Wednesday, February 02, 2005
Sail on, sail on, oh mighty ship of state,
To the shores of need, past the reefs of greed, through the squalls of hate
So, some time ago, I was poised to offer my analysis of why Paul Martin would be stupid to call an election on same-sex marriage. When it became clear that Martin had never threatened to do any such thing, I decided not to bother with the analysis, but I'm still going to throw a piece of it out here. Paul Martin would be stupid to call an election over same-sex marriage because the greatest threat to Erwin Cotler's same-sex marriage legislation is the same Liberal MPs whose re-election Martin would presumably be urging during the campaign of the election, nominally over same-sex marriage.

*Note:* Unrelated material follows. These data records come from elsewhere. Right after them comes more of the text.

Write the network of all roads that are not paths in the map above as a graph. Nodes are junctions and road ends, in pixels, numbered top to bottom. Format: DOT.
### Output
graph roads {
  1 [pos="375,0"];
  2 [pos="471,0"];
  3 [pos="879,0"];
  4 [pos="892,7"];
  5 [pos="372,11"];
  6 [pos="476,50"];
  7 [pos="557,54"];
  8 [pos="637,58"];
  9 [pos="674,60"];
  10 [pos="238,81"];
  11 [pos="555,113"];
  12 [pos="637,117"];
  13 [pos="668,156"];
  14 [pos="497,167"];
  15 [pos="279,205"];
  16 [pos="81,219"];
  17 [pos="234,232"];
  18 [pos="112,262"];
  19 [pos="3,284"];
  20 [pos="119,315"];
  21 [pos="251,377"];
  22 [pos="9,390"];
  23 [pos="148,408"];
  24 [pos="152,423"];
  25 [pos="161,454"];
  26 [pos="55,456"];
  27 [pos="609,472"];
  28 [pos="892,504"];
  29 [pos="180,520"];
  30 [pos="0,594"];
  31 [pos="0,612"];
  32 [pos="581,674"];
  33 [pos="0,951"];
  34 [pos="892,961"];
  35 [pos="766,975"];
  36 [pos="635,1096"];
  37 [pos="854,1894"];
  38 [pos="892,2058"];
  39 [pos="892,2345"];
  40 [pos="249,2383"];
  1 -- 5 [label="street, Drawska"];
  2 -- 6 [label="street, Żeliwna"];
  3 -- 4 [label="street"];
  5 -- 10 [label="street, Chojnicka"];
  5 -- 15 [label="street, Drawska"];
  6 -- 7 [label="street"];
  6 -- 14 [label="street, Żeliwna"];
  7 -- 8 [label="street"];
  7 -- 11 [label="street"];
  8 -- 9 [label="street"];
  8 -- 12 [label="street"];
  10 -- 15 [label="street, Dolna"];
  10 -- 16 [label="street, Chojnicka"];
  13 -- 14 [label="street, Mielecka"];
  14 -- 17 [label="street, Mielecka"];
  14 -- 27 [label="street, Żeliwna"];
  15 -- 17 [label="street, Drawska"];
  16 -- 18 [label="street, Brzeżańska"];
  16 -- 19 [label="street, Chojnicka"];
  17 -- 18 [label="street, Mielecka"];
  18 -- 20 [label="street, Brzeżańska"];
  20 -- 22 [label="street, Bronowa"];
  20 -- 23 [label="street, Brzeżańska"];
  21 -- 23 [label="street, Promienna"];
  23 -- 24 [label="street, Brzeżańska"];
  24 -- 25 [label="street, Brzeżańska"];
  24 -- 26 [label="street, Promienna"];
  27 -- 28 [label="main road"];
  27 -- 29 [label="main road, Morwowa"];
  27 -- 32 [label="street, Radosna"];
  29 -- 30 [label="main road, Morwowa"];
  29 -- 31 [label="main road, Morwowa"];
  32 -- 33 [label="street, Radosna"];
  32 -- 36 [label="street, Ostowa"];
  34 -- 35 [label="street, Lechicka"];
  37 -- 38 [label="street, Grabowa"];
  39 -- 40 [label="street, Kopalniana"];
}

Consider that the current standings in the House of Commons are as follows:
134 Liberal
99 Conservative
54 Bloc
19 NDP
2 Independent
All parties except the Liberals are pretty much united on this issue - the Conservatives will vote against (with the four exceptions of Gerald Keddy, James Moore, Jim Prentice, Belinda Stronach) with the New Democrats (minus Bev Desjarlais) and the Bloc (minus half a dozen MPs of whom you've never heard) will vote in favour. Both independents (Chuck Cadwell and Carolyn Parrish) are expected to vote against. That puts the standings, assuming a full Commons (ha!), at 70 Yes, 104 No. This is, of course, before the Liberals come into things. It will take at least 85 Liberals - or ~63% - voting in favour to guarantee the Bill fair passage. In other words, anything better than an even split in Liberal ranks will let the Bill pass. Martin should get that, since even the most pessimistic reports don't have more than forty-three Liberals voting against the legislation (noteworthies on that list include cabinet minister Joe Comuzzi, former cabinet ministers Wayne Easter, Roger Gallaway, David Kilgour, and Lawrence MacAuley, Speaker Peter Milliken - who will be unlikely to actually cast a vote, what with him being the Speaker, and all - and raving space loon Tom Wappel). But if, for some reason - and I can't think of any such reason offhand, since absences are much more likely to benefit the Yes side than the No side - an election on the issue did occur, it would be a little rich for Paul Martin to simultaneously urge Canadians to elect him PM to legalize gay marriage and to elect several dozen anti-gay marriage Liberal MPs, no?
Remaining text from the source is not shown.